À l’époque, l’envoyé spécial du président américain bénéficie d’un contexte politique favorable. Il règne depuis seize ans et la fin de la guerre des 33 Jours apporte un calme relatif sur la frontière entre Israël et le Hezbollah, tandis que le Liban, en proie à une crise économique sans précédent, a cruellement besoin de perspectives attractives pour relancer ses finances en berne. Mais les massacres du Hamas du 7 octobre en Israël bouleversent la donne. Et les hostilités, lancées le 8 octobre 2023 par le Hezbollah, en « solidarité » avec le Hamas et la population de Gaza, font entrer la guerre, alors de basse intensité, au Liban.
Le Hezbollah largement affaibli
La recette d’Amos Hochstein pour parvenir à un cessez-le-feu tient en quatre chiffres – 1701, soit l’application de la résolution de l’ONU adoptée par le Conseil de sécurité à l’issue de la guerre de 2006, qui préconise le retrait du Hezbollah et de son armement d’une zone allant de la ligne bleue jusqu’au fleuve Litani, à 30 kilomètres au nord de la frontière, au profit de l’armée libanaise et des forces de la mission des Nations unies pour le Liban, alors que Tsahal est appelée à cesser ses violations de l’espace aérien libanais.
Pendant onze mois, le Hezbollah refuse de céder, conditionnant l’arrêt des hostilités à la fin de la guerre menée par Israël à Gaza. C’était oublier la force de frappe de Tsahal. Le 23 septembre dernier, Israël décide contre toute attente d’entrer en conflit ouvert avec le mouvement islamiste chiite, n’hésitant pas à bombarder en profondeur le territoire libanais et à décapiter l’ensemble de la hiérarchie militaire et politique du Hezbollah, avant de lancer, une semaine plus tard, une intervention terrestre dans le Sud-Liban.

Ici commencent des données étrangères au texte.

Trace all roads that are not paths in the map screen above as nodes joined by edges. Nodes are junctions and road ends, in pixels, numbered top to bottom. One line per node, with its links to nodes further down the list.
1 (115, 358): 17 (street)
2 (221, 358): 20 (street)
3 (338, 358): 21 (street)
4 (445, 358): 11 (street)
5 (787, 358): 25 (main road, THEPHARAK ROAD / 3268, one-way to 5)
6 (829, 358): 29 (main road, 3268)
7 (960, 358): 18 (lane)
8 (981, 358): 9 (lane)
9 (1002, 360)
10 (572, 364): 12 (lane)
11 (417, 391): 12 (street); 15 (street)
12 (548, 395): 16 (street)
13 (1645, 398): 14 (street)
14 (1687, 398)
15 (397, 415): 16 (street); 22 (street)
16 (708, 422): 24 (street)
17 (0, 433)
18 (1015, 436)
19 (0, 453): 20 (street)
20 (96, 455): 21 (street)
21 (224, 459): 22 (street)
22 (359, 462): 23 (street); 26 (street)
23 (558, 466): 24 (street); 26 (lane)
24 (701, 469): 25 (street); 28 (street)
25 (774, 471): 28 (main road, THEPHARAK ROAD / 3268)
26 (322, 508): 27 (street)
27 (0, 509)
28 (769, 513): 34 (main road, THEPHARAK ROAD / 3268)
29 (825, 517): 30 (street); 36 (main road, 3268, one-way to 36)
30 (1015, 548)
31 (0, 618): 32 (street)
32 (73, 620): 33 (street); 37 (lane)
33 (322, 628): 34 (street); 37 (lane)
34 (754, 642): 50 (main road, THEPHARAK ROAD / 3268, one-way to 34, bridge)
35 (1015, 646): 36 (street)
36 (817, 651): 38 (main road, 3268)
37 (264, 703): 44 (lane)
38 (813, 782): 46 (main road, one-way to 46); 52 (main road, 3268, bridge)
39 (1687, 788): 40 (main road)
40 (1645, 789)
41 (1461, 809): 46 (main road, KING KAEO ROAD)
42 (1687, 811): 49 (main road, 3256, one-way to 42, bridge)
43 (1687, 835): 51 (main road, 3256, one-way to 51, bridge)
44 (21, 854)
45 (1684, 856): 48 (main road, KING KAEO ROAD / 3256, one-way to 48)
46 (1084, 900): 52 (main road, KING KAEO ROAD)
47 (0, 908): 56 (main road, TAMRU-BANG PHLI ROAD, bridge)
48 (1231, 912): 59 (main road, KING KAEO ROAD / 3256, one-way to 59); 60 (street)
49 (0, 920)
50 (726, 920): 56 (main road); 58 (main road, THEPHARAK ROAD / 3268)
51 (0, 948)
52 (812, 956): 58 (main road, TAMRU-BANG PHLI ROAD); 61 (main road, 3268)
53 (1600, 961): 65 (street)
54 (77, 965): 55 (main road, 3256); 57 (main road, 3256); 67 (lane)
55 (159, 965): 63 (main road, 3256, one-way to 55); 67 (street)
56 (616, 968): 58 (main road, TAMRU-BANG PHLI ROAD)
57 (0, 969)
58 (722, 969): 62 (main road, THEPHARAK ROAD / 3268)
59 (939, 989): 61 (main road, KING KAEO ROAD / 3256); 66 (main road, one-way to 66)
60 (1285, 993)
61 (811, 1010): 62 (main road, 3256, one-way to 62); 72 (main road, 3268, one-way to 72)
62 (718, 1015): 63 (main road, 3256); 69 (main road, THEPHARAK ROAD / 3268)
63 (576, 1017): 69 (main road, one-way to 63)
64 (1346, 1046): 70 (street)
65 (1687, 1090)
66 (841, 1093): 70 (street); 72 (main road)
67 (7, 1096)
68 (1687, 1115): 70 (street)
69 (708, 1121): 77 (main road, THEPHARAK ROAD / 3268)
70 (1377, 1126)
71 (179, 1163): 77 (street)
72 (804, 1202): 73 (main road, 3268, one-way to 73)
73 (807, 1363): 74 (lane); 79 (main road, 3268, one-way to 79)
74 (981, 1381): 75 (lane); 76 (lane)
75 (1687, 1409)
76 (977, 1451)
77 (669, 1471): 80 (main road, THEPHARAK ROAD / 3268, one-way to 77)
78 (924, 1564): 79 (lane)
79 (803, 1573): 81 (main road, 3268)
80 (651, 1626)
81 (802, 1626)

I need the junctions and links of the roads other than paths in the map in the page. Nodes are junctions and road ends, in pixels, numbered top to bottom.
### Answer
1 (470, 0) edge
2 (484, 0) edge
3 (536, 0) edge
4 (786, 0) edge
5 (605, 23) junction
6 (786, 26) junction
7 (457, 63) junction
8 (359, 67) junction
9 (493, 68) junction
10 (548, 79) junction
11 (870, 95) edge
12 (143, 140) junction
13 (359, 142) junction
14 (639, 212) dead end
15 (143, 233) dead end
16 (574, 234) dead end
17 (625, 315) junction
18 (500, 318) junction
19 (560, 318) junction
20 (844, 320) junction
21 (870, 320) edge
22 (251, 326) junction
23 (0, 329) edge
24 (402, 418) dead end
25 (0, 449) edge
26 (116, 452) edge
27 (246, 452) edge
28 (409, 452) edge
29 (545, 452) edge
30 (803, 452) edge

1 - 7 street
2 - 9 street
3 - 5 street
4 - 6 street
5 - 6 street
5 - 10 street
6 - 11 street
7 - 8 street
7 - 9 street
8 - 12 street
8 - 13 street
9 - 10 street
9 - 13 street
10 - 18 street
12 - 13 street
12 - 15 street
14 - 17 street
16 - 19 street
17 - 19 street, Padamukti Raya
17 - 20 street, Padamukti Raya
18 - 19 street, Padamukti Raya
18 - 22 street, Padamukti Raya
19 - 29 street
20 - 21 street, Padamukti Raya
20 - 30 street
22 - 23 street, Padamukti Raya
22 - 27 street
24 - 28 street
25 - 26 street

S’il conserve aujourd’hui la capacité de frapper quotidiennement le nord d’Israël, le « Parti de Dieu » est indéniablement affaibli sur le plan militaire, ce qui l’a contraint de ne plus lier son sort à celui de Gaza, et d’accepter un cessez-le-feu. « Le Hezbollah s’est retrouvé en position de faiblesse face à l’armée israélienne mais aussi face à l’opinion publique libanaise, et a perdu sur les deux tableaux », juge une source diplomatique occidentale qui relativise ainsi le rôle de « faiseur de paix » joué par Amos Hochstein. « Au final, il s’agit de l’envoyé spécial des États-Unis et il est né en Israël. Il n’a fait que porter les positions et conditions américaines et israéliennes au Liban. Rien d’autre. »
Après ce nouveau succès à son palmarès, le diplomate américain pourrait faire valoir ses talents d’expert en diplomatie auprès de la future administration Trump. Le nouveau président américain, qui a déjà donné sa bénédiction à la mission actuelle d’Amos Hochstein avec le Liban, pourrait voir d’un bon œil les nombreux contacts que ce dernier a noués au cours des quatre dernières années auprès de l’Arabie saoudite et d’Israël en vue de conclure une normalisation historique entre les deux pays. À moins que sa proximité affichée avec le président sortant ne lui vaille d’être congédié par le milliardaire républicain dès son investiture à la Maison-Blanche, le 20 janvier prochain.